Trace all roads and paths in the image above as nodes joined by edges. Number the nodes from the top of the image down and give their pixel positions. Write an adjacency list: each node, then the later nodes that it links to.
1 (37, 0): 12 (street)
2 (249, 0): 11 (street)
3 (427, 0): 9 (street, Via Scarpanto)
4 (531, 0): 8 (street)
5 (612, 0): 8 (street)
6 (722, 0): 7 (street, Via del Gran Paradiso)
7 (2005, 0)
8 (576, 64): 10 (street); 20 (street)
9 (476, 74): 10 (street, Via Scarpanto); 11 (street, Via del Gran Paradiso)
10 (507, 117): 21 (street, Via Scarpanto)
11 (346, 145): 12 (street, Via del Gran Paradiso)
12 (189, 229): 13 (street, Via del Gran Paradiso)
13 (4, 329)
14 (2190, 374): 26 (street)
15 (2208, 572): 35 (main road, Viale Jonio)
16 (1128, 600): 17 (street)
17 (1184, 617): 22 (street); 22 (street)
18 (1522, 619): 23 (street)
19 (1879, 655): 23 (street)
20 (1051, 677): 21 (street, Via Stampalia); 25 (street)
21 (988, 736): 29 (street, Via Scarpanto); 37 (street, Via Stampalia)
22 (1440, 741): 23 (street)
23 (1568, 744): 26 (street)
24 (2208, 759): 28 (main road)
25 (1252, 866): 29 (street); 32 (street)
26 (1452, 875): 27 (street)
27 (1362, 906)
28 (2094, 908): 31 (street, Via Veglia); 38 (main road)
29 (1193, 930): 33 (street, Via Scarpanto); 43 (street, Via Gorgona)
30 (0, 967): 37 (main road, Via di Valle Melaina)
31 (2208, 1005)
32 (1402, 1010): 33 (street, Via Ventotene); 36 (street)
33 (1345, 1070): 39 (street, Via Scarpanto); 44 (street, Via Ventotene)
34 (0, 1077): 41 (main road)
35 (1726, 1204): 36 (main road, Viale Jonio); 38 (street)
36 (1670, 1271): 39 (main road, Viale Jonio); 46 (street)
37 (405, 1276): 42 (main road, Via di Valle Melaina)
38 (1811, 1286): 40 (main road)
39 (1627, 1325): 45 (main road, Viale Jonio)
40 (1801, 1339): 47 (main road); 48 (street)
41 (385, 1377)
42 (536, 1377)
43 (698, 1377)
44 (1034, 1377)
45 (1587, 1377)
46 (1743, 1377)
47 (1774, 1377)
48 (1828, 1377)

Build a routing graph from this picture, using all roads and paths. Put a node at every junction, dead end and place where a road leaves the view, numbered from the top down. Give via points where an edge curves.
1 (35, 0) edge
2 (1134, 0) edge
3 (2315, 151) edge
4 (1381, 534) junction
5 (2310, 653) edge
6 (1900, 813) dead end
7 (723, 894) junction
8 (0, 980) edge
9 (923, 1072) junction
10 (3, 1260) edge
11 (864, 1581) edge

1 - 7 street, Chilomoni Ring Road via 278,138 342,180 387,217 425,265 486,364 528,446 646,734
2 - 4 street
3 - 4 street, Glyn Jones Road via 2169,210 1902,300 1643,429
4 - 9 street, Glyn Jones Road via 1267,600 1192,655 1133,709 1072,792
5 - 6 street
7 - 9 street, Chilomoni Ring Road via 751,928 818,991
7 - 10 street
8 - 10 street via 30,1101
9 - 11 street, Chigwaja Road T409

→ TASK STATEMENT:
Check each line of the records above, and copy those that hold the word "Chilomoni".

→ SOLVED EXERCISE:
1 - 7 street, Chilomoni Ring Road via 278,138 342,180 387,217 425,265 486,364 528,446 646,734
7 - 9 street, Chilomoni Ring Road via 751,928 818,991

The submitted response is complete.